I am on surer ground, I think, when I deny that this agitated, cyclotropic ‘affect’ starts with Tolstoy the way Jameson is arguing. J. compares Mahler’s music [85-6] and then quotes Fourier, of all people [86] before coming back to War and Peace. But the elephant in the room is surely Byron. This dramatically moody self aggrandizing self lacerating pose is paradigmatically Byronic; and the jittery emotionally febrile ‘affect’ Jameson here pegs as starting with Tolstoy actually informed an entire post-Byronic English poetic movement, the ‘Spasmodics’. They’re all forgotten nowadays of course (except to nerdy Professors of 19th-Century Literature like me); but they were symptomatic of a broader set of specifically Romantic cultural fascinations. J. characterises Tolstoy the man like this (‘the self-doubt and the evanescence of whole projects, the abandonment of the early works in mid course’ [87]—but, wait, he rewrote War and Peace in its entirety nine times! That to me speaks to an almost preternatural capacity for sticking doggedly at a thing); sees it in the novel on a formal level (‘the multiplicity of characters … the brevity of multiple chapters’: seriously?) and connects it, with a degree of randomness, to ‘the syndrome named Attention Deficit Disorder, whose symptoms are well known.’ Right.

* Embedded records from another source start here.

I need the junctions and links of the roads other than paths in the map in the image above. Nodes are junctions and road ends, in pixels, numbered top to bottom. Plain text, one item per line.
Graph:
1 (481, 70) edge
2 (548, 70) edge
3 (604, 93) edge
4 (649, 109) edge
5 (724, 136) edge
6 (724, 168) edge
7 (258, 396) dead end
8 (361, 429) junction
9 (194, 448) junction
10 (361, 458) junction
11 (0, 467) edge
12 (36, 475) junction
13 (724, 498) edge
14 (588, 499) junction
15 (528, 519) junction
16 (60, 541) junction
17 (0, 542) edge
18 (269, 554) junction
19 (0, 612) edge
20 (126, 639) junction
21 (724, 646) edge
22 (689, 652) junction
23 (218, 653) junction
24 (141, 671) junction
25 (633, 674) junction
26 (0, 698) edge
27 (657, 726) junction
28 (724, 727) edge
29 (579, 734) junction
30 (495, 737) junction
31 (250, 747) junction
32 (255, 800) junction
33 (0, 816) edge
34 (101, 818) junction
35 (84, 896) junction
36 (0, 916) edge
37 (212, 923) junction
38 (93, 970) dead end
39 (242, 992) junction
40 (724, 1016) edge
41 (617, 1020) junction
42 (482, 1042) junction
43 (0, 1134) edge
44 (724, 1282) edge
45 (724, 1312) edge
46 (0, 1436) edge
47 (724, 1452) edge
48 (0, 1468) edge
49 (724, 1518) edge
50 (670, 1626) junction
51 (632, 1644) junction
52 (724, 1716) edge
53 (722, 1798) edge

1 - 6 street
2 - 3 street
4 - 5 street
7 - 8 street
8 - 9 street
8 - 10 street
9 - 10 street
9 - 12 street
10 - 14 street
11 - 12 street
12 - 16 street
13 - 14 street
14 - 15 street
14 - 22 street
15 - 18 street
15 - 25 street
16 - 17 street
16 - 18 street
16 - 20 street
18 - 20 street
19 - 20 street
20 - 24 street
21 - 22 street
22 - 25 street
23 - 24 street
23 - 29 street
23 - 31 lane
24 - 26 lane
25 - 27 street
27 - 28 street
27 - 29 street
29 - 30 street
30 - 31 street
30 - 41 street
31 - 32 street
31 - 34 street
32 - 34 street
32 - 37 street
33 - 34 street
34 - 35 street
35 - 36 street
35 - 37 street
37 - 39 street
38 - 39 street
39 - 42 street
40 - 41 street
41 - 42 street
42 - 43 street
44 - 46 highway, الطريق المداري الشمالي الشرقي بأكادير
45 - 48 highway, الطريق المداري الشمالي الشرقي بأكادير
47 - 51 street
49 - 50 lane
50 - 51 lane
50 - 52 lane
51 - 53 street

One other thing bugged me, and it is this thing:
There are no villains in Tolstoy (another feature of the great realists to be discussed later on): for categories of good and evil are, as we shall see survivals of those melodramatic forms and stereotypes that realism must necessarily overcome. [91]
I don’t think this is right, at least not in terms of the specific claim being made here. I think there is a villain in War and Peace, and his name is Napoleon. Great stretches of Part 3 are given over to characterising his pettiness and delusions of grandeur, his restlessness and the huge misery it has caused. No?

[Part 4 of this readthrough is here]

1 comment:

  1. I'm afraid applying the "has read War and Peace" filter has diminished the potential commentariat rather. (Mutatis mutandis, maybe that's how Jameson got away with it? I'm semi-serious - Colin Wilson made a decent career out of namedropping books his readers had never quite got round to. The image of George Steiner - what Barthes would probably have called the Steinerity of Steiner - rests on something similar.)

    OTOH, it drives me up the wall when people start bragging about not having read Middlemarch, so maybe I should stop bragging about not having read W&P.